**The problem:** Take every line containing "Jubie" out of the records.

**Records supplied:**
--------------------------------------------------

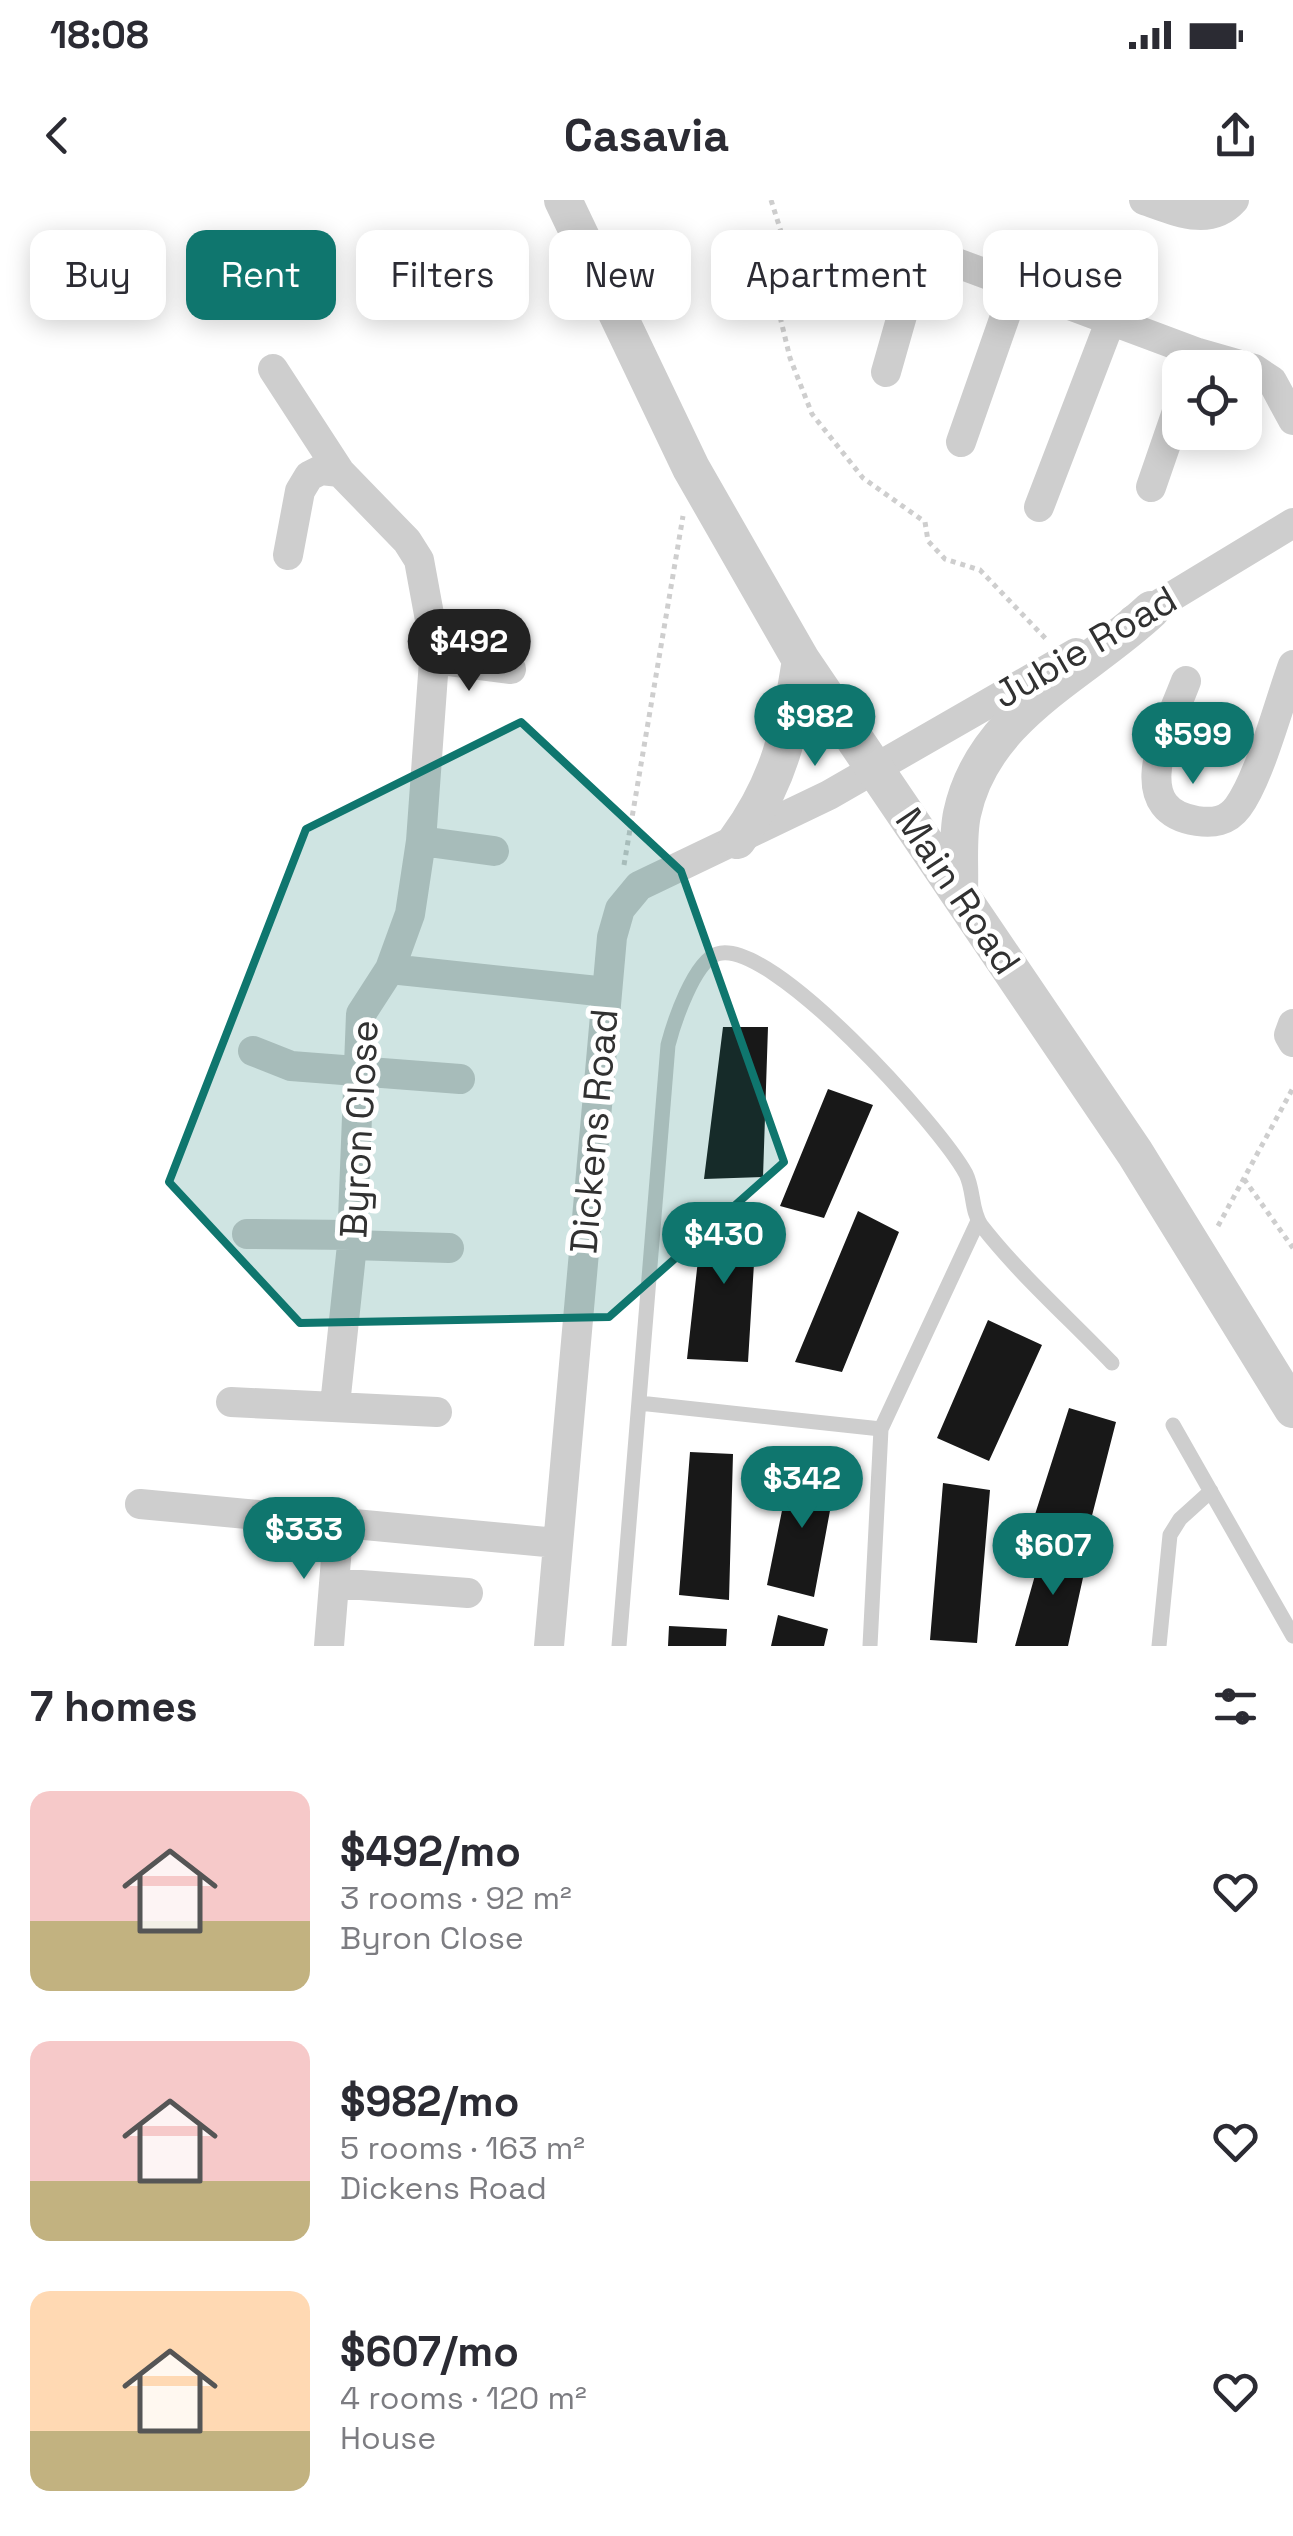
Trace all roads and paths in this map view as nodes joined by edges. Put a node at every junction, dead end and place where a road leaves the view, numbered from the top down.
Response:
1 (563, 200) edge
2 (771, 200) edge
3 (1144, 200) edge
4 (1234, 200) edge
5 (983, 275) edge
6 (1004, 320) edge
7 (1104, 320) edge
8 (1110, 322) junction
9 (1173, 350) edge
10 (274, 369) dead end
11 (886, 372) dead end
12 (1262, 375) edge
13 (1293, 420) edge
14 (960, 442) dead end
15 (1164, 450) edge
16 (691, 468) junction
17 (340, 472) junction
18 (1151, 487) dead end
19 (1039, 507) dead end
20 (1293, 523) edge
21 (288, 554) dead end
22 (1152, 610) junction
23 (434, 659) junction
24 (802, 660) junction
25 (1060, 662) junction
26 (1293, 664) edge
27 (511, 669) dead end
28 (1186, 681) dead end
29 (1282, 728) edge
30 (874, 768) junction
31 (737, 840) junction
32 (421, 842) junction
33 (494, 851) dead end
34 (622, 878) dead end
35 (959, 891) junction
36 (390, 969) junction
37 (606, 992) junction
38 (253, 1050) dead end
39 (361, 1074) junction
40 (460, 1079) dead end
41 (1293, 1088) edge
42 (1244, 1179) junction
43 (978, 1222) junction
44 (246, 1234) dead end
45 (353, 1240) junction
46 (449, 1248) dead end
47 (1293, 1248) edge
48 (1201, 1257) junction
49 (1112, 1363) dead end
50 (231, 1402) dead end
51 (639, 1403) junction
52 (336, 1405) junction
53 (1293, 1409) edge
54 (437, 1412) dead end
55 (1173, 1426) dead end
56 (880, 1429) junction
57 (1211, 1491) junction
58 (140, 1504) dead end
59 (339, 1522) junction
60 (557, 1543) junction
61 (334, 1583) junction
62 (468, 1593) dead end
63 (1293, 1636) edge
64 (329, 1646) edge
65 (549, 1646) edge
66 (619, 1646) edge
67 (870, 1646) edge
68 (1159, 1646) edge

1 - 16 street, Main Road
2 - 25 path
3 - 4 street
5 - 11 street
6 - 14 street
7 - 8 street
8 - 9 street
8 - 19 street
10 - 17 street, Byron Close
12 - 13 street
15 - 18 street
16 - 24 street, Main Road
16 - 34 path
17 - 21 street
17 - 23 street, Byron Close
20 - 22 street, Jubie Road
22 - 25 street, Jubie Road
22 - 35 street
23 - 27 street
23 - 32 street, Byron Close
24 - 30 street, Main Road
24 - 31 street
25 - 30 street, Jubie Road
26 - 29 street
28 - 29 street
30 - 31 street, Dickens Road
30 - 35 street, Main Road
31 - 37 street, Dickens Road
32 - 33 street
32 - 36 street, Byron Close
35 - 48 street, Main Road
36 - 37 street
36 - 39 street, Byron Close
37 - 60 street, Dickens Road
38 - 39 street
39 - 40 street
39 - 45 street, Byron Close
41 - 42 path
42 - 47 path
42 - 48 path
43 - 49 lane
43 - 51 lane
43 - 56 lane
44 - 45 street
45 - 46 street
45 - 52 street, Byron Close
48 - 53 street, Main Road
50 - 52 street
51 - 56 lane
51 - 66 lane
52 - 54 street
55 - 57 lane
56 - 67 lane
57 - 63 lane
57 - 68 lane
58 - 59 street
59 - 60 street
59 - 61 street
60 - 65 street, Dickens Road
61 - 62 street
61 - 64 street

--------------------------------------------------

**Solution:**
20 - 22 street, Jubie Road
22 - 25 street, Jubie Road
25 - 30 street, Jubie Road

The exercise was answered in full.